Wie können mehr Unternehmen den Sprung zu einer nativen, einen größeren Nutzen bringenden Mentalität schaffen? Eine Möglichkeit ist, nach Reibungen zu suchen. Wer davon ausgeht, dass Reibungspunkte in bestehenden Geschäftsmodellen feststehende Tatsachen sind, wird sich nur schwer von alten Denkweisen lösen können. Wer jedoch die Reibungspunkte identifiziert und sich auf sie konzentriert, wird oft feststellen, dass sie sich ausräumen lassen.

Die üblichen geschäftlichen Gebote „schneller, einfacher, billiger“ halten uns in der Regel im skeuomorphen Modus gefangen. Sie sind so tief verwurzelt, dass wir nicht hinterfragen, ob das Produkt oder der Prozess, die wir verbessern wollen, überhaupt erhalten bleiben sollten.

Amazons Ansatz zur Innovation bei Whole Foods ist ein Beispiel für diese Dynamik. In einigen Filialen hat das Unternehmen den Bezahlvorgang an der Kasse beschleunigt, indem es den Kunden erlaubt, ihre Handflächen zu scannen statt eine Kreditkarte einzuschieben. In anderen Filialen wurde die Kasse durch „Dash Carts“, die die Waren bereits während des Einkaufs erfassen, ganz abgeschafft.

Es besteht ein großer Unterschied zwischen der Beschleunigung eines Arbeitsschritts und seiner Abschaffung. „Wie können wir den Bezahlvorgang an der Kasse verbessern?“ ist eine skeuomorphe Frage. „Warum brauchen wir überhaupt noch eine Kasse?“ ist eine native Frage.

Reibungspunkte sind die sprichwörtlichen Elefanten im Wohnzimmer. In unserer eigenen Branche, der Finanztechnologie, fühlen sich einige von ihnen wie feste Bestandteile des Marktes an. Wann haben Sie das letzte Mal drei Tage gewartet und 6 Euro bezahlt, um eine „grenzüberschreitende E-Mail“ zu versenden? Allein schon die Vorstellung ist lächerlich, denn wir alle übermitteln Nachrichten sofort, weltweit und kostenlos.

Das Versenden von Geld über Grenzen hinweg kann und sollte genauso nahtlos vonstattengehen, da das Internet-Finanzsystem inzwischen gut etabliert ist. Doch ein Großteil der Branche ist noch immer einem skeuomorphen Denken verhaftet, das Gebühren, Verzögerungen und „Walled Gardens“ als unveränderliche Tatsachen ansieht. Weltweit liegt die durchschnittliche Gebühr für internationale Überweisungen bei 6 %. Das ist so, als würden wir Fotos immer noch im Laden ausdrucken.

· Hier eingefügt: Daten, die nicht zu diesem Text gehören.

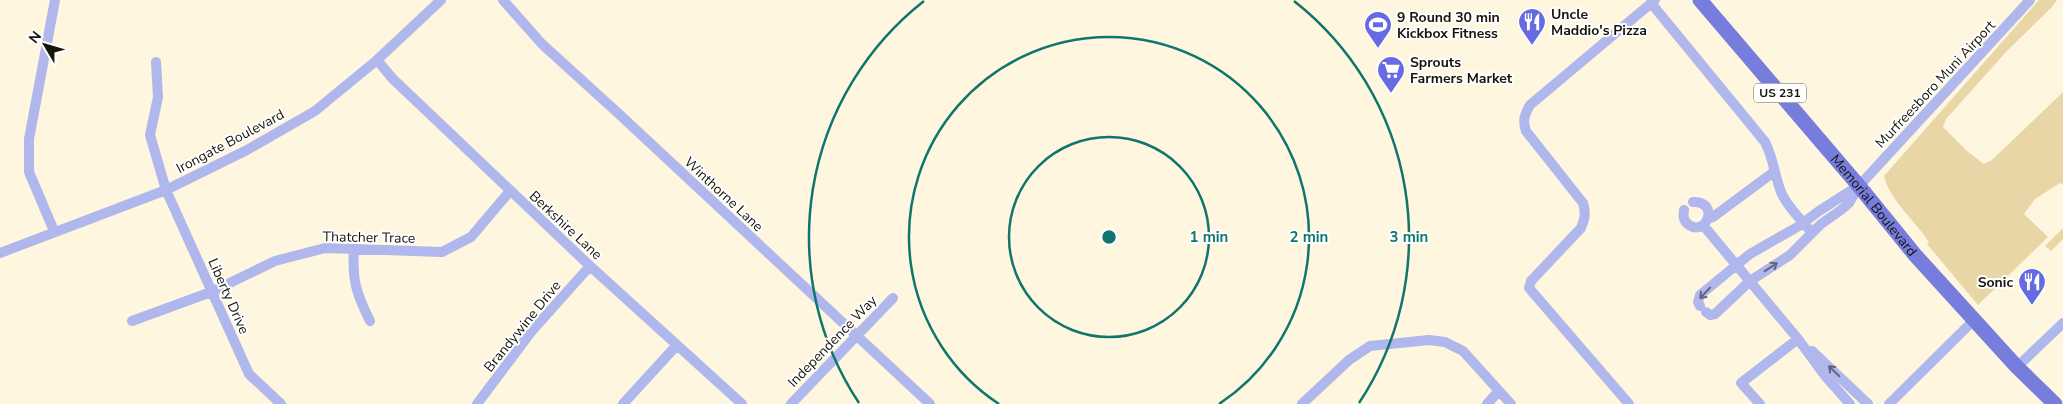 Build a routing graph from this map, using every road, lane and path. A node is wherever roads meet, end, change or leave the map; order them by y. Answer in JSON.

Wenn es um die Anwendung von Technologien geht, sollten Nutzer und Funktionen über Materialien und Eigenschaften triumphieren. Jede echte Innovation hat eine einzigartige Stärke. Um nativ zu denken, müssen wir sie erkennen und nutzen. Die einzigartige Stärke der digitalen Fotografie war nicht die hohe Auflösung, sondern die sofortige Verbreitung. Die Stärke der KI besteht in der Mustererkennung, nicht in der Übermittlung von Wahrheiten.

Der Einsatz von KI zur Verbesserung einer Websuche ist skeuomorph. Der Einsatz von KI zum Scannen medizinischer Bilder auf Anomalien, die Menschen möglicherweise übersehen, ist eine bessere Anwendung. Darüber hinaus kann KI Reibungspunkte in der Gesundheitsversorgung verringern oder beseitigen. Durch die Überwachung von Veränderungen unserer grundlegenden Gesundheitswerte könnten KI-gestützte Wearables uns beispielsweise helfen, eine Krankheit zu erkennen, bevor sie schwerwiegend wird. Das US-Verteidigungsministerium hat bereits ein solches Programm getestet, um COVID-19 zweieinhalb Tage vor dem Auftreten von Symptomen zu erkennen.

Alle Unternehmenschefs streben nach mehr Effizienz. Wenn es jedoch darum geht, den größtmöglichen Nutzen aus einer Technologie zu ziehen, reicht es nicht, bestehende Produkte und Verfahren zu verbessern. Der Erfolg liegt im Hinterfragen langjähriger Annahmen über die Art und Weise, wie Dinge getan werden, und in der Entwicklung völlig neuer Anwendungsfälle.